August 14, 2014
America: Beware the Siren Song of Disengagement
In authorizing airstrikes in Iraq, President Obama faces a challenge: making the case for U.S. action to an American population that is tired of energetic international engagement. While cautioning that airstrikes may go on for months and that any solution is “a long-term project,” he also took care to acknowledge Americans’ worries about an ever-deeper military commitment to Iraq. While a slight majority now appears to support airstrikes against ISIS targets, there remains a pervasive weariness—among both Democrats and Republicans—not only with Iraq, but with the world and its many challenges.
Why, Americans are increasingly asking, must it always fall to the United States to spend energy, treasure and sometimes blood to right the world’s wrongs and enforce international rules of the road? After more than a decade of grinding wars in Iraq and Afghanistan, a financial crisis coupled with high unemployment and deep deficits, the chaos and instability brought about by the Arab Spring and other global events and a sense that our allies have ridden free for too long, many Americans are saying that enough is enough.
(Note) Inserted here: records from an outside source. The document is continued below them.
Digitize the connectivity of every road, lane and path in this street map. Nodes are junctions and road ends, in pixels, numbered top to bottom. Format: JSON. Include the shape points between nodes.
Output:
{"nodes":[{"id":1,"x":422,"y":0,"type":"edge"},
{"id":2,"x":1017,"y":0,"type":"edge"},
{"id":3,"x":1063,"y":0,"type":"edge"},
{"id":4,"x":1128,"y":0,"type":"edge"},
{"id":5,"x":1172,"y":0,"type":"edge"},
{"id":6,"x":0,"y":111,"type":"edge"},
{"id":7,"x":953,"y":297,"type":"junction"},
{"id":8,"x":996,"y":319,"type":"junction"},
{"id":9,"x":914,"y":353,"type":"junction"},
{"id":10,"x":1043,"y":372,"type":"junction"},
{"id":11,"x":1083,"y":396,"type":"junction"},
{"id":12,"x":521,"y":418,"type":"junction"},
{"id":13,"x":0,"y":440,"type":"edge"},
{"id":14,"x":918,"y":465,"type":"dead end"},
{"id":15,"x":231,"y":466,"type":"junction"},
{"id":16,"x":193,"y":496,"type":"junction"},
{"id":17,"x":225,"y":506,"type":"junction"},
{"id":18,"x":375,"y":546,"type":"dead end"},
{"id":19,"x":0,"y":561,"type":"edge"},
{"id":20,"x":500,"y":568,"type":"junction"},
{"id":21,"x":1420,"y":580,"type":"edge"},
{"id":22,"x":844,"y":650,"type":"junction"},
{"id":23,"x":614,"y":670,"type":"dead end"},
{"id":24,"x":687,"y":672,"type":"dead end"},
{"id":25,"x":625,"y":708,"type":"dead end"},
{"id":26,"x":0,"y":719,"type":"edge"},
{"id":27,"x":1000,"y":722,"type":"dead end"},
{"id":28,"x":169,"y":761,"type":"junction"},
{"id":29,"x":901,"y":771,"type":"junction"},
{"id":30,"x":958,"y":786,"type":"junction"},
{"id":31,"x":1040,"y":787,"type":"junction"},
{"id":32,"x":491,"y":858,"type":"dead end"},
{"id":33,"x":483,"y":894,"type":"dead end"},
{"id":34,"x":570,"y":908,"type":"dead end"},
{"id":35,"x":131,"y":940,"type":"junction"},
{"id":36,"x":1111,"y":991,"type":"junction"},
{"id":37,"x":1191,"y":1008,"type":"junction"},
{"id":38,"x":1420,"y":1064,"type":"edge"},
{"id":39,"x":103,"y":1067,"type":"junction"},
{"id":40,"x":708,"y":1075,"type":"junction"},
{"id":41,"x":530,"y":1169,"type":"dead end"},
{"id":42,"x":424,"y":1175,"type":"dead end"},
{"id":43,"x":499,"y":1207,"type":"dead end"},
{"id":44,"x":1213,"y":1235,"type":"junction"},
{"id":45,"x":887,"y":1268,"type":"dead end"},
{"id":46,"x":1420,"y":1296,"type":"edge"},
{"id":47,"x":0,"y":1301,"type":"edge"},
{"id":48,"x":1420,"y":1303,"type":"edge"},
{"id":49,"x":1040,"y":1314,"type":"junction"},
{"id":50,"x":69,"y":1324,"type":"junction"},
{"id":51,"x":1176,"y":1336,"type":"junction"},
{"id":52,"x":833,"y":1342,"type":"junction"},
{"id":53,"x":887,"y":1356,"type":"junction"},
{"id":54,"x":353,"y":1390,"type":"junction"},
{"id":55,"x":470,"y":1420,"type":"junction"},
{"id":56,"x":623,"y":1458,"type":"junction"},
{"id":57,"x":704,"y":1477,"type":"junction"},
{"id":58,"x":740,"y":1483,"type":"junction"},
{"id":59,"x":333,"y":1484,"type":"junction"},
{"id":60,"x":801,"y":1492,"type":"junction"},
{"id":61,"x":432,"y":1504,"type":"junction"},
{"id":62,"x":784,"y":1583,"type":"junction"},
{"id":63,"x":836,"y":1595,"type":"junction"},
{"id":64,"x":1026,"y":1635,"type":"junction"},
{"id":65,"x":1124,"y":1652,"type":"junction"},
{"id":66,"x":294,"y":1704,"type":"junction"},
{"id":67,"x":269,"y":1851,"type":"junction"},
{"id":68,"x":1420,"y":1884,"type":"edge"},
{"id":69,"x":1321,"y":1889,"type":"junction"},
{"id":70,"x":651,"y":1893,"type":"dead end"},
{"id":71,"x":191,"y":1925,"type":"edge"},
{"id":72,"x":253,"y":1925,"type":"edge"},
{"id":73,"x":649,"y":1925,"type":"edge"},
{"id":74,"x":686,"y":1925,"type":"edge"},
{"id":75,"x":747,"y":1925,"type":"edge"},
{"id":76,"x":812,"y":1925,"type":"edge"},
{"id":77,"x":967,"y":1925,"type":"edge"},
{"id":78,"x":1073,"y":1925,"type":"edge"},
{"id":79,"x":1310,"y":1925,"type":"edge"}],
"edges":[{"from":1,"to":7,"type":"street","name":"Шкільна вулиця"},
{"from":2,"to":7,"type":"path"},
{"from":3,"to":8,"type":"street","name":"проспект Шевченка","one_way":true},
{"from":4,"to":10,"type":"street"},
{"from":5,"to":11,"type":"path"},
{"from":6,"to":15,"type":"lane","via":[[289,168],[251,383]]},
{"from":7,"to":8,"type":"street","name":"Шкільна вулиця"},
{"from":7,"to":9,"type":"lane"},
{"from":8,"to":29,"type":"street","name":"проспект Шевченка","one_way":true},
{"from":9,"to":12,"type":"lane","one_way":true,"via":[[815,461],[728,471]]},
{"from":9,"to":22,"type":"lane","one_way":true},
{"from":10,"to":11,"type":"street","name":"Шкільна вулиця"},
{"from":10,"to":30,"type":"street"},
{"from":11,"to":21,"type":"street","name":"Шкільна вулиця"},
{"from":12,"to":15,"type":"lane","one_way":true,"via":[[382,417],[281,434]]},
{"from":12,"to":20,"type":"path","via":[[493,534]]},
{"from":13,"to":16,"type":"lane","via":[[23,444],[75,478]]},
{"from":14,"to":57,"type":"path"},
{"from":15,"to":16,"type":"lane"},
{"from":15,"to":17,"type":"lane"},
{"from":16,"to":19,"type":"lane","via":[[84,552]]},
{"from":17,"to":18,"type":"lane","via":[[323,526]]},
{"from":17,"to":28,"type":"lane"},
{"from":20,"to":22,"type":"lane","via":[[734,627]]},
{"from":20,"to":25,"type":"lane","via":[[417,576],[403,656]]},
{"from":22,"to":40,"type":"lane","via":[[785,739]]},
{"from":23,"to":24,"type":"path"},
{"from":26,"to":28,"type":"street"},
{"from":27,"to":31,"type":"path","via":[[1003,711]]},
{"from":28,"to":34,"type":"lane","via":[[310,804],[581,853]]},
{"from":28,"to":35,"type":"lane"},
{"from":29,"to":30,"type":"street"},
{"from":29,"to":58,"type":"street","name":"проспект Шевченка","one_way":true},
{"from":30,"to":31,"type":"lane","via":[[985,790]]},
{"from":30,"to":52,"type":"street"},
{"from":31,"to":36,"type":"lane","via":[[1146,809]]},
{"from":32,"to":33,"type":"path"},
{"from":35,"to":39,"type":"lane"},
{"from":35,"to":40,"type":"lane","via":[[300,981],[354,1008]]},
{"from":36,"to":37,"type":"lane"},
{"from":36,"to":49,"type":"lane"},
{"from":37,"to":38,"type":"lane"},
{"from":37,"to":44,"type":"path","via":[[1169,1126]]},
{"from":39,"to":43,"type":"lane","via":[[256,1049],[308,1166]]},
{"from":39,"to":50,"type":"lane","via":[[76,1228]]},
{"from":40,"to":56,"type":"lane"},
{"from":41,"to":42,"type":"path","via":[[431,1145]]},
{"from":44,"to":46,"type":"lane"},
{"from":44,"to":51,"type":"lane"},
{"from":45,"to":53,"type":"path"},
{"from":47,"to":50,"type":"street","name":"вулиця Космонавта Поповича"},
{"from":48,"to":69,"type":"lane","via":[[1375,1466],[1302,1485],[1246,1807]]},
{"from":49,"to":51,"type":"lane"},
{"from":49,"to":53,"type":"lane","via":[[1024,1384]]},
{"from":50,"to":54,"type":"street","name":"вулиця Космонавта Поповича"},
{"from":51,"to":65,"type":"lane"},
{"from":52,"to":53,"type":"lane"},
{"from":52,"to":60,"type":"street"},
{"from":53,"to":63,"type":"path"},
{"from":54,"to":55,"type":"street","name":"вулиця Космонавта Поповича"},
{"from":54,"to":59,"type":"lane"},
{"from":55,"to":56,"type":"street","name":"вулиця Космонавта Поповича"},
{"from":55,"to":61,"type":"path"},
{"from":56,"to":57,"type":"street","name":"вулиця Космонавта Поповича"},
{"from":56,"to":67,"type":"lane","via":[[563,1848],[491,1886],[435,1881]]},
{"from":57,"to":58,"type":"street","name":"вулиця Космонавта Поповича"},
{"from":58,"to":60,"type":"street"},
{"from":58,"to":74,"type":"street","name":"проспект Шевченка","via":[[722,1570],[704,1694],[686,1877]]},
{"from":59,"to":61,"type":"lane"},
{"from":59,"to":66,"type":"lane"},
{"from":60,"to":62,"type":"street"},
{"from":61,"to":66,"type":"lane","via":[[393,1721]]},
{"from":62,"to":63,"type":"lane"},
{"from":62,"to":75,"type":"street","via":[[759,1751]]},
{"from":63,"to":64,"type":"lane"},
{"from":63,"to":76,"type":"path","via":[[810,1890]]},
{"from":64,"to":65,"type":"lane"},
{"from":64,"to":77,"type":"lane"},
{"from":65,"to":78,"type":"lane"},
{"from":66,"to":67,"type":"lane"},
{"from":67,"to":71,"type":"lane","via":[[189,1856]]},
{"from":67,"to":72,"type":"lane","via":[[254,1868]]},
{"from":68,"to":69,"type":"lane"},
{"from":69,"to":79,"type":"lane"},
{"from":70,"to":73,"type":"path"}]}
Their leaders are as well. Responding to the demand signal—or lack thereof—for international activism, it is today much more common to hear American politicians criticize engagement—whether military, economic or diplomatic—than encourage it. More often, many senators and representatives do not express a view on international affairs at all, believing that they were sent to Washington to deal with pocketbook and social issues and not to take foreign-policy positions. Meanwhile, President Obama has emphasized “nation building at home,” and foreign observers in Asia, Europe, the Middle East and elsewhere worry aloud that America is turning inward.